__ASSIGNED TASK__
Exact copies of all entries are needed. Pictures are to be left out.

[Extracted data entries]

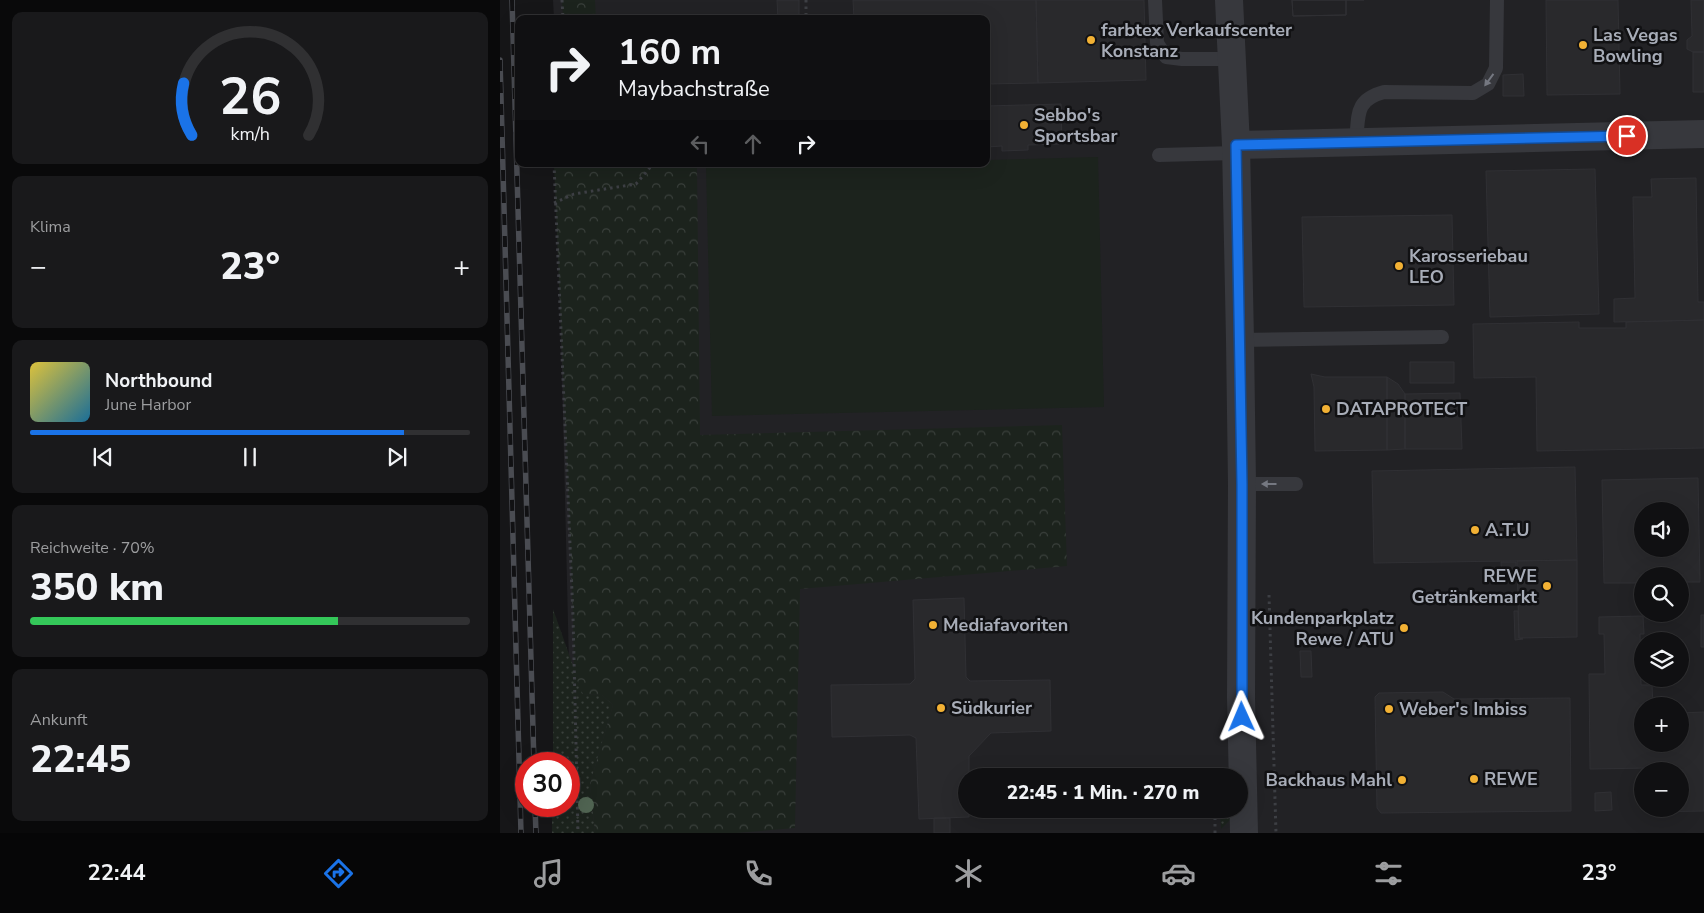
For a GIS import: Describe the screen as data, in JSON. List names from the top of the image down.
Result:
{
  "places": [
    "farbtex Verkaufscenter Konstanz",
    "Las Vegas Bowling",
    "Sebbo's Sportsbar",
    "Karosseriebau LEO",
    "DATAPROTECT",
    "A.T.U",
    "REWE Getränkemarkt",
    "Mediafavoriten",
    "Kundenparkplatz Rewe / ATU",
    "Südkurier",
    "Weber's Imbiss",
    "REWE",
    "Backhaus Mahl"
  ],
  "page": {
    "turn": ["160 m", "Maybachstraße"],
    "tile": [
      "Klima",
      ["Reichweite · 70%", "350 km"],
      ["Ankunft", "22:45"]
    ],
    "heat": ["−", "23°", "+"],
    "song": ["Northbound", "June Harbor"],
    "map_buttons": ["+", "−"],
    "limit": "30",
    "trip": "22:45 · 1 Min. · 270 m",
    "tabs": ["22:44", "23°"],
    "gauge": ["26", "km/h"]
  }
}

__EXPECTED OUTPUT__
For a GIS import: Describe the screen as data, in JSON. List names from the top of the image down.
Result:
{
  "places": [
    "farbtex Verkaufscenter Konstanz",
    "Las Vegas Bowling",
    "Sebbo's Sportsbar",
    "Karosseriebau LEO",
    "DATAPROTECT",
    "A.T.U",
    "REWE Getränkemarkt",
    "Mediafavoriten",
    "Kundenparkplatz Rewe / ATU",
    "Südkurier",
    "Weber's Imbiss",
    "REWE",
    "Backhaus Mahl"
  ],
  "page": {
    "turn": ["160 m", "Maybachstraße"],
    "tile": [
      "Klima",
      ["Reichweite · 70%", "350 km"],
      ["Ankunft", "22:45"]
    ],
    "heat": ["−", "23°", "+"],
    "song": ["Northbound", "June Harbor"],
    "map_buttons": ["+", "−"],
    "limit": "30",
    "trip": "22:45 · 1 Min. · 270 m",
    "tabs": ["22:44", "23°"],
    "gauge": ["26", "km/h"]
  }
}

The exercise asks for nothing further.